San Jose is the largest village on the island of Tinian, in the Northern Mariana Islands. It is located on the south coast of the island, close to the island's main harbor and three beaches: Kammer Beach, Taga Beach, and Tachogña Beach (Tachungnya).

Now home to most of Tinian's population of about 3,136 (2010), San Jose is close to the site of a much larger ancient village of the Chamorro culture, which may have housed 12,000–15,000 people.

The main roads in San Jose are 8th Ave and Broadway. Just north of the City of San Jose is the neighborhood Marpo Heights. Carolinas Heights neighborhood is just east of the city of San Jose. Tachogña Beach (Tachungnya) is just south of the city. Tinian International Airport is 4.2 km north of San Jose. Kammer Beach is in the City of San Jose, next to the harbor. Taga Beach is south of the city, next to Tachogña Beach.

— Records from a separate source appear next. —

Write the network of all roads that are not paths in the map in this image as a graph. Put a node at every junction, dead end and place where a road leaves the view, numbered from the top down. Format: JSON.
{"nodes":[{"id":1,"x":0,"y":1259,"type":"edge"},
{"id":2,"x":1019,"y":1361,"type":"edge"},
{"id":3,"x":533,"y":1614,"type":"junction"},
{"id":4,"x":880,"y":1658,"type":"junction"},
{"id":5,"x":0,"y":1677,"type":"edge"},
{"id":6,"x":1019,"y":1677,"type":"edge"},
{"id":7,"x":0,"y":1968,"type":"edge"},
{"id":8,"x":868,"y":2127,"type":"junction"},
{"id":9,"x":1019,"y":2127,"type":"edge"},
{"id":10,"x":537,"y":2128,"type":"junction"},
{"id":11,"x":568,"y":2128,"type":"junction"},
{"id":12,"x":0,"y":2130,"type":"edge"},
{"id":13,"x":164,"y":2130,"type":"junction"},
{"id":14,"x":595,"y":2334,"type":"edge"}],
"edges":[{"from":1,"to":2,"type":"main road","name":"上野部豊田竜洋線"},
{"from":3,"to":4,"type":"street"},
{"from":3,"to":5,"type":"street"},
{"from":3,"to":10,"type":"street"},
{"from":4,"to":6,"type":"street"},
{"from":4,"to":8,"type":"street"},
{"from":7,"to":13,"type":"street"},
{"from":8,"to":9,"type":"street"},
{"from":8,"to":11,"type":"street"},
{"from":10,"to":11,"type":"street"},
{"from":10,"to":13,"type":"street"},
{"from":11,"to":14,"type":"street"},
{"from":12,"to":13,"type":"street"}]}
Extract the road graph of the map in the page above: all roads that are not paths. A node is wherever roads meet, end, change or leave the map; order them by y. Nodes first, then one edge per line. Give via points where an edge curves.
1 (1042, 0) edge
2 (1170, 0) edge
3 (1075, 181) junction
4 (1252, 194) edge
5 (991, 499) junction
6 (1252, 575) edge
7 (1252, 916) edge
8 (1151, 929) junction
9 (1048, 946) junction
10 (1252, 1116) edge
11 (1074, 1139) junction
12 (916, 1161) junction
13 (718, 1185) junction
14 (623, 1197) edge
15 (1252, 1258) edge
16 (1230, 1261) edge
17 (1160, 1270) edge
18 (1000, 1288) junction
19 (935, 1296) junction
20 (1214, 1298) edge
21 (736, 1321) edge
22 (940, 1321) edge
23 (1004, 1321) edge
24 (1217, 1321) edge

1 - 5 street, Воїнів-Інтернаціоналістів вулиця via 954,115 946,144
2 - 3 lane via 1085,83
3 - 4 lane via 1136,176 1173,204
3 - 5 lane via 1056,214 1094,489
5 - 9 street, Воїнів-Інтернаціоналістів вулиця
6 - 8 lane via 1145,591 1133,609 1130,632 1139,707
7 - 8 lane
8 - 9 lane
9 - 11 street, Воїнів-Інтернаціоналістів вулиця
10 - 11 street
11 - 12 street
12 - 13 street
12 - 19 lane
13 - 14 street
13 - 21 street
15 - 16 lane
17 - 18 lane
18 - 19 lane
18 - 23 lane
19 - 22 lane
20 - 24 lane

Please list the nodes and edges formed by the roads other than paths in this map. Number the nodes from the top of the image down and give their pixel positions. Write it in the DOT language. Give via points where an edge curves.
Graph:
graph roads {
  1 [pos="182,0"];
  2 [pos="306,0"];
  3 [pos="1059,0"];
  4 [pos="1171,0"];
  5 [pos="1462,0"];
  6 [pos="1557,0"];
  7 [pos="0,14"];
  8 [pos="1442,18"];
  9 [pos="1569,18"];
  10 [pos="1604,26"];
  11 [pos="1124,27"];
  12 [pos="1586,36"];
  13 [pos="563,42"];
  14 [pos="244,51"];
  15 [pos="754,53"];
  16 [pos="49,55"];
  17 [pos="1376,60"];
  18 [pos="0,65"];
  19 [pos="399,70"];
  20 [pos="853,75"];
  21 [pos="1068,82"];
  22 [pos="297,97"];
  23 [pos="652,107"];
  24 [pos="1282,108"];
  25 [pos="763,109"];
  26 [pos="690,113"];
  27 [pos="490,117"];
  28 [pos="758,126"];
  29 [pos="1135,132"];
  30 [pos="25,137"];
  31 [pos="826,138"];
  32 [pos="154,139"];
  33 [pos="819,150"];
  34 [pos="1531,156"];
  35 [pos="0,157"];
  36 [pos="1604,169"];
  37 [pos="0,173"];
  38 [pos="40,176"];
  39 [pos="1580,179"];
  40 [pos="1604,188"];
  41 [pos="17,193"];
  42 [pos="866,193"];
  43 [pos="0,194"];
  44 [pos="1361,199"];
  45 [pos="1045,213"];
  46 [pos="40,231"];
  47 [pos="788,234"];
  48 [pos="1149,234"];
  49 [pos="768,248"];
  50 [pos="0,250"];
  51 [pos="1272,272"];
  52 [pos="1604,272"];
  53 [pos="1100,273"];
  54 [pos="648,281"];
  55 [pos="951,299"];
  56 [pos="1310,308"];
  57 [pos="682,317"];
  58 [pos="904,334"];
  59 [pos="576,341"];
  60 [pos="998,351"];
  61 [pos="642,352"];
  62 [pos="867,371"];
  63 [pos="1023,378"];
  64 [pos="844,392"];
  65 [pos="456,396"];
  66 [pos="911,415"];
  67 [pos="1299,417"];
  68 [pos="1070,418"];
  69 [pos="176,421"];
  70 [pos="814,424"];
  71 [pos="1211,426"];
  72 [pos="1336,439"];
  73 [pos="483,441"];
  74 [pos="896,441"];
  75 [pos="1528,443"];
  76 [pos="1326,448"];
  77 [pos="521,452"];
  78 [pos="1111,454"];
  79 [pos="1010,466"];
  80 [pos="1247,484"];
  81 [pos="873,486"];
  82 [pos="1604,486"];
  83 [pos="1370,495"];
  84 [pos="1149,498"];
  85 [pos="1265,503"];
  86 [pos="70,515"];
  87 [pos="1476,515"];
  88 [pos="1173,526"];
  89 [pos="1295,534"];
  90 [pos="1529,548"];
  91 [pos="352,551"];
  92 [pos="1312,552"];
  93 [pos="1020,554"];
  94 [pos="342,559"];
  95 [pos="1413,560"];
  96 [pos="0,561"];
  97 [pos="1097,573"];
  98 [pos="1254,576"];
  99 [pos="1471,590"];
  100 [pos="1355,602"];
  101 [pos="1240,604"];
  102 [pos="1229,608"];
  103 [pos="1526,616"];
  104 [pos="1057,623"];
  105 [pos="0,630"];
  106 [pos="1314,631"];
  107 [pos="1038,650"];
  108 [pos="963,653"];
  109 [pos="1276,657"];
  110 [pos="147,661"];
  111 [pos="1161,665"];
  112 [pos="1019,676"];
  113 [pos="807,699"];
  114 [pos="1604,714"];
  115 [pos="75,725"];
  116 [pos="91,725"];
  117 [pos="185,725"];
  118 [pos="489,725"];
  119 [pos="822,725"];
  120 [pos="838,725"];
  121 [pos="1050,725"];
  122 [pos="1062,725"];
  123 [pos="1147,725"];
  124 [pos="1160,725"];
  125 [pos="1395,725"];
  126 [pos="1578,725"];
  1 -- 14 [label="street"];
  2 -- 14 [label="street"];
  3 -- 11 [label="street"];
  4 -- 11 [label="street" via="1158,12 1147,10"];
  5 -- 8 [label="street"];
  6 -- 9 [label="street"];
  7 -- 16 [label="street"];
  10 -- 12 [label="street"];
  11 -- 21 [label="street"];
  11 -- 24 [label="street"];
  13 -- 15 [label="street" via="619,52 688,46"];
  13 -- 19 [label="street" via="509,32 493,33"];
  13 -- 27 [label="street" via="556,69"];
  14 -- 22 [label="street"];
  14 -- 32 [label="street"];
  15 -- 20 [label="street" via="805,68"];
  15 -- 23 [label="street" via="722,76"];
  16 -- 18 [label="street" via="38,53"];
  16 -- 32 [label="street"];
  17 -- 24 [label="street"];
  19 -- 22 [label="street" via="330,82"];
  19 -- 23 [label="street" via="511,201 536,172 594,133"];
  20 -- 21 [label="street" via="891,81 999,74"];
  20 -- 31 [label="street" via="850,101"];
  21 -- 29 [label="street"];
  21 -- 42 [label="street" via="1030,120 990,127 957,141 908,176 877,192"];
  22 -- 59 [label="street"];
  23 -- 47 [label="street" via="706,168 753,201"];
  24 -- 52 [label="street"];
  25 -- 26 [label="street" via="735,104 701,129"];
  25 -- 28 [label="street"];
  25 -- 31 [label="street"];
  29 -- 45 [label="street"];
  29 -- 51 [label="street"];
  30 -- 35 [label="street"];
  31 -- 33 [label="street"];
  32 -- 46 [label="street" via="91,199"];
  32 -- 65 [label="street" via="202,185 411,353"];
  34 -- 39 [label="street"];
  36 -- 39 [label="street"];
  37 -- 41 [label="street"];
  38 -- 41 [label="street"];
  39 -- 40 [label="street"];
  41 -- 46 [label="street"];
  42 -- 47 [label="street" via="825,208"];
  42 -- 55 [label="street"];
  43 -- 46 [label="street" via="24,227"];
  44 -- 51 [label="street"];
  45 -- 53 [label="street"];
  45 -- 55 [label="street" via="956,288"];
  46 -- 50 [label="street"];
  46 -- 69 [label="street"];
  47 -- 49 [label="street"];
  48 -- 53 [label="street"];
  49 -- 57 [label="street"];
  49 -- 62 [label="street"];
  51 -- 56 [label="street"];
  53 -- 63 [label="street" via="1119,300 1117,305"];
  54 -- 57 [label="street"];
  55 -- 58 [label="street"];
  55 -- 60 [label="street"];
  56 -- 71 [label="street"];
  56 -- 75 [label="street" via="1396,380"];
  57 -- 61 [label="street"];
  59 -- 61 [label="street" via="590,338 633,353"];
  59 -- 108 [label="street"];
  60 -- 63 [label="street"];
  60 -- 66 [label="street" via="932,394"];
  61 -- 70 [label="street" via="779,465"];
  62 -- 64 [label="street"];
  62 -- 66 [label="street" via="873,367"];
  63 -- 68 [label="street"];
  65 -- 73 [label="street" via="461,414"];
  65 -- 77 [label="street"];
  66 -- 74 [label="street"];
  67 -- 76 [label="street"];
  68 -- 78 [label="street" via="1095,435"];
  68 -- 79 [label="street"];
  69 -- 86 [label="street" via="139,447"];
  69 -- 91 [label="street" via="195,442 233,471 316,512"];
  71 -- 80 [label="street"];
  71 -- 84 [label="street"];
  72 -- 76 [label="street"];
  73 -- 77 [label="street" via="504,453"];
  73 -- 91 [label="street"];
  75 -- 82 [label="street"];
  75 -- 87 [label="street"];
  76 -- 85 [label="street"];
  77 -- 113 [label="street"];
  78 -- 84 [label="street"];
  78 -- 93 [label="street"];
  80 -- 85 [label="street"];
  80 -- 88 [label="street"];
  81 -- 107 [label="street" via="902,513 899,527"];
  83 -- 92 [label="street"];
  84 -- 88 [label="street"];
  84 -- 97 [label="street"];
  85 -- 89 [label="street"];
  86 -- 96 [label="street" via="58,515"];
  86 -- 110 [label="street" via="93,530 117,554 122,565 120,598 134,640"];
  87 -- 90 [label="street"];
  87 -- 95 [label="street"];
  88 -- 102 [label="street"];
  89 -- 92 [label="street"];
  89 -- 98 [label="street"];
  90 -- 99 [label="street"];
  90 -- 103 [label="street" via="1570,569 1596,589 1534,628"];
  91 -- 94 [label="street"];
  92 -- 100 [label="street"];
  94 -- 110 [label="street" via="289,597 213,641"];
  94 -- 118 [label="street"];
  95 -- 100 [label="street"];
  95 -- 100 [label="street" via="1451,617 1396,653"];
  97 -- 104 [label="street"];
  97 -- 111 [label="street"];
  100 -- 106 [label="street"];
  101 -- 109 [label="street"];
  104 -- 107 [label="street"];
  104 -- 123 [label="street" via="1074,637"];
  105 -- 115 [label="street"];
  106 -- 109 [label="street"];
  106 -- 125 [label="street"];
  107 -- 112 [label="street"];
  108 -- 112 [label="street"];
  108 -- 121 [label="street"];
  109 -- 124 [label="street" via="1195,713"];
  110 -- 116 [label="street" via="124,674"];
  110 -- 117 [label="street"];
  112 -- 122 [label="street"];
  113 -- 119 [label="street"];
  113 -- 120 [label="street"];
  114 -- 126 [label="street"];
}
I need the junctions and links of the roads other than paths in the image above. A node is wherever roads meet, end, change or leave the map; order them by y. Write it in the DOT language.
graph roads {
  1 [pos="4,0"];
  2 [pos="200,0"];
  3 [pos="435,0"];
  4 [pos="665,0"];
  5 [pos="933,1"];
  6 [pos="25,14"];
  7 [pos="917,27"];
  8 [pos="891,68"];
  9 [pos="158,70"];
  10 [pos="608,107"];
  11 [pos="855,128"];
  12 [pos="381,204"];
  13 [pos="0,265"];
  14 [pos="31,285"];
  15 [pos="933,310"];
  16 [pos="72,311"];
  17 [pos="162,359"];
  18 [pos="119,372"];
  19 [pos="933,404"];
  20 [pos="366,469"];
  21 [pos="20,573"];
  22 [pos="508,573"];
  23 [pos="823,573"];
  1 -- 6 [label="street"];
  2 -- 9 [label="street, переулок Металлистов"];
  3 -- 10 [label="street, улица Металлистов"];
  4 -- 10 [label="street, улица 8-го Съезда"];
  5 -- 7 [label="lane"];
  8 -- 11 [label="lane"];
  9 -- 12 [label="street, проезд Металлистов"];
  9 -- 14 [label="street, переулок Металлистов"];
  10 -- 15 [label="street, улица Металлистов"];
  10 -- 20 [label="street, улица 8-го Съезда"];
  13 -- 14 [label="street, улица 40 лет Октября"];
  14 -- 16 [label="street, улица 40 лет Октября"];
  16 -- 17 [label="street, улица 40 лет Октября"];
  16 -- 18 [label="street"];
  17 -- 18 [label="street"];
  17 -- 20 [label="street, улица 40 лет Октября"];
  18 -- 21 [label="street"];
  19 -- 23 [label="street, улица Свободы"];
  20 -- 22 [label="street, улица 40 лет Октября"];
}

During World War II the US Navy Seabees built, as part of the Tinian Naval Base, Tinian Harbor, also called San Jose Harbor, which is still in use today. They also constructed Broadway and 8th Avenue, named after Broadway and 8th Avenue in Manhattan. US Navy and US Army often called San Jose Tinian Town. Most of the city of San Jose was destroyed in the battle of Tinian and then rebuilt.